Tip of the Day
When it comes to interviews, courtesy and correct answers only take you so far. Body language—what you’re saying with posture, gesture and expression—counts, too. It’s important because body language has the power to reinforce what you’re saying—or completely negate it.
The key to conﬁdent and authoritative body language is keeping yourself unguarded and in control. To accomplish this, always keep your body open to whomever you’re speaking. Turning away, lowering your head, rolling your shoulders forward—these all diminish you and diminish your power in the conversation. But holding your body open and straight, keeping your chin up and maintaining eye contact all allow you to retain your power.
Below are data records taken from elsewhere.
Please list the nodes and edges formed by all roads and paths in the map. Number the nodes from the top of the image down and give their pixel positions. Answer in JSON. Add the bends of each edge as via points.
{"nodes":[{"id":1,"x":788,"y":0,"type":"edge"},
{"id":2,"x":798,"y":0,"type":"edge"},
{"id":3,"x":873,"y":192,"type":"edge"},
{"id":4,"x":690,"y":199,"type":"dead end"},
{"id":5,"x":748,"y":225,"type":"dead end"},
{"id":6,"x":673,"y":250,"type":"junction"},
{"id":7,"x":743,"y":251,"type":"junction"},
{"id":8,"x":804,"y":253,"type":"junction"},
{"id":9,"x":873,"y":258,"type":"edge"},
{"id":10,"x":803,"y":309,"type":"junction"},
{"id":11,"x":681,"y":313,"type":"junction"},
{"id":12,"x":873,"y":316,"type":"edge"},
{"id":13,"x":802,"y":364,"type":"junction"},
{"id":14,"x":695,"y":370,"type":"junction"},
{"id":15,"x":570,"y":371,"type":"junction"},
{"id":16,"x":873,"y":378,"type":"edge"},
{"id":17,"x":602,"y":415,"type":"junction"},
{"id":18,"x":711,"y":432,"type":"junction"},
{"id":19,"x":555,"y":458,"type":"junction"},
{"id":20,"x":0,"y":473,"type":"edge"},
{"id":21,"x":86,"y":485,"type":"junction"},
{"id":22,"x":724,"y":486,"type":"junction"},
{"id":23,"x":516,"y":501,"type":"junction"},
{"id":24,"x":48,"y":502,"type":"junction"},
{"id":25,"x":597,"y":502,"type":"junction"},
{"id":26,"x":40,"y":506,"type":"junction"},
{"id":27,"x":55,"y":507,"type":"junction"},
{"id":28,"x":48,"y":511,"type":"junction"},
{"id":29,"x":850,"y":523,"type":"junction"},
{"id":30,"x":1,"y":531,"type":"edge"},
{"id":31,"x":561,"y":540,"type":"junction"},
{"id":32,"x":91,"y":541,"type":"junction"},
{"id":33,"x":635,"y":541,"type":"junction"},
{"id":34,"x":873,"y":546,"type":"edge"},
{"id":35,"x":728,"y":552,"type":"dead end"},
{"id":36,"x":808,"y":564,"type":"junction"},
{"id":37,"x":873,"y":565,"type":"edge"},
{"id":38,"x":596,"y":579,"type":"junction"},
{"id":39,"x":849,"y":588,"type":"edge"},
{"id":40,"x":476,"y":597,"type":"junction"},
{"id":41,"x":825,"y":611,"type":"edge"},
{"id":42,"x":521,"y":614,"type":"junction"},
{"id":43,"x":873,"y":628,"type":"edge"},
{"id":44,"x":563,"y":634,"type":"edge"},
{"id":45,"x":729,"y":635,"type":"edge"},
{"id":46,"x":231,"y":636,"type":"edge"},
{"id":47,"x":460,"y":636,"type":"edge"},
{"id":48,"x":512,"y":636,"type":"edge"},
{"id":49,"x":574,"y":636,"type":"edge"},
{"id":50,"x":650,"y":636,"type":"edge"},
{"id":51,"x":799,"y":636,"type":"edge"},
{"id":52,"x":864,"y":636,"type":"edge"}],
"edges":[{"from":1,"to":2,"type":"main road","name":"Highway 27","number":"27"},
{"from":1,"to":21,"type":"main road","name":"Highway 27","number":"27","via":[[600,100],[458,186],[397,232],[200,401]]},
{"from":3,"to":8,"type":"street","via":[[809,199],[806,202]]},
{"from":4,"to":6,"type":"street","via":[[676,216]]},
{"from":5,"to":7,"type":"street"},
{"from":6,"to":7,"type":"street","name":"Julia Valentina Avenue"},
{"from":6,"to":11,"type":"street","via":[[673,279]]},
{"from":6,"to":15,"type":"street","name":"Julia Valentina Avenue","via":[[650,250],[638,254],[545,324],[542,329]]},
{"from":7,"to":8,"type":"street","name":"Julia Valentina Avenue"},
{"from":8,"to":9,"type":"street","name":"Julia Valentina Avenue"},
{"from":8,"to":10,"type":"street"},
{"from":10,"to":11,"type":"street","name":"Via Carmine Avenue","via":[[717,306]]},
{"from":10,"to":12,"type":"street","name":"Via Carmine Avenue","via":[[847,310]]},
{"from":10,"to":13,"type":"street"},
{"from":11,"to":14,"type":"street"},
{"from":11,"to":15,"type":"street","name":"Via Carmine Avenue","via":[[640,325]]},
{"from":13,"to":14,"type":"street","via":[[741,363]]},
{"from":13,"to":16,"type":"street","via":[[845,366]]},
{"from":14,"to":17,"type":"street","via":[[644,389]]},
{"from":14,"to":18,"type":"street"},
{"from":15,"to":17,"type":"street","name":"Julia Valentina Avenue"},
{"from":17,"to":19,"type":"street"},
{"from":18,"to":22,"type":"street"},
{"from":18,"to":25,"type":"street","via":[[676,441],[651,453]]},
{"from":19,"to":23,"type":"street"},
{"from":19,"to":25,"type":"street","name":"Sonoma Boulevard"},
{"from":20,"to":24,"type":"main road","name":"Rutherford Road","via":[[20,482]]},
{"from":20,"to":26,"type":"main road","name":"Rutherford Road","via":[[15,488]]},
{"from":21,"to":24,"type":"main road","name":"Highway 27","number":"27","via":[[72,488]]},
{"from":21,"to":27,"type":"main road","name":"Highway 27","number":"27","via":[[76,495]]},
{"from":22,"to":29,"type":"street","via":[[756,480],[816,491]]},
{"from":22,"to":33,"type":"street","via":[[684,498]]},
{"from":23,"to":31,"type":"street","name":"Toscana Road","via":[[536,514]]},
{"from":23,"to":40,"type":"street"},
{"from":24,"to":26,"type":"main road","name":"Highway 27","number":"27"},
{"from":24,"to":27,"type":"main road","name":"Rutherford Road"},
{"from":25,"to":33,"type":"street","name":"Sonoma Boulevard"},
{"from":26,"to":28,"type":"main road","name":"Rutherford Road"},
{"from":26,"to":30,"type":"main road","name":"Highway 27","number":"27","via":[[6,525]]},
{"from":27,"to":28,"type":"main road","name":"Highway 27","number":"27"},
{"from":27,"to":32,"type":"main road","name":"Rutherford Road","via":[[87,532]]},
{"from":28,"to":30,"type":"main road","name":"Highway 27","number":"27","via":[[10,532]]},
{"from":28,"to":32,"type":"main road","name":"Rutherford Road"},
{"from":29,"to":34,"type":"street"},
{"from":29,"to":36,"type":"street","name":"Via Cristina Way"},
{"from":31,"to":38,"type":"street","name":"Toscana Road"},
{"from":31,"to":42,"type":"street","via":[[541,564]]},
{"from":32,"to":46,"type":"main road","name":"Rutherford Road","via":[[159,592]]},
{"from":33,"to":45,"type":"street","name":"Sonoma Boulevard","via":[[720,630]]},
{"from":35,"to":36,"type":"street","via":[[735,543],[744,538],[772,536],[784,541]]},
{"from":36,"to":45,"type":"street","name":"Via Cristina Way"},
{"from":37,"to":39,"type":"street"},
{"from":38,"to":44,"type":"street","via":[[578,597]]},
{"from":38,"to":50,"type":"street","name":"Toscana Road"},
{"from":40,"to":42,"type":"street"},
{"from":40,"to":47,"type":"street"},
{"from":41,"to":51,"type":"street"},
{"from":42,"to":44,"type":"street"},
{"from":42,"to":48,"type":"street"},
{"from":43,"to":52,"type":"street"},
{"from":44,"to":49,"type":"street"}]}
Also, don’t take any protective positions, like crossing your arms over your chest or putting your hands near your face. Those gestures undermine your confidence and can leave a more lasting impression than what you’re actually saying. Cross your hands in your lap, hold them behind your back if you’re standing, or just cross your ankles. And don’t fidget. If you start bouncing your leg, tapping your pen or fixing your hair, just interlock your fingers and leave them calmly on your lap.
If you go into your next interview and tell them exactly what they want to hear in a clear, assuring voice while keeping a casual, comfortable and conﬁdant body position, you’ll not only be the smoothest version of yourself, you’ll leave behind an impression the manager will remember.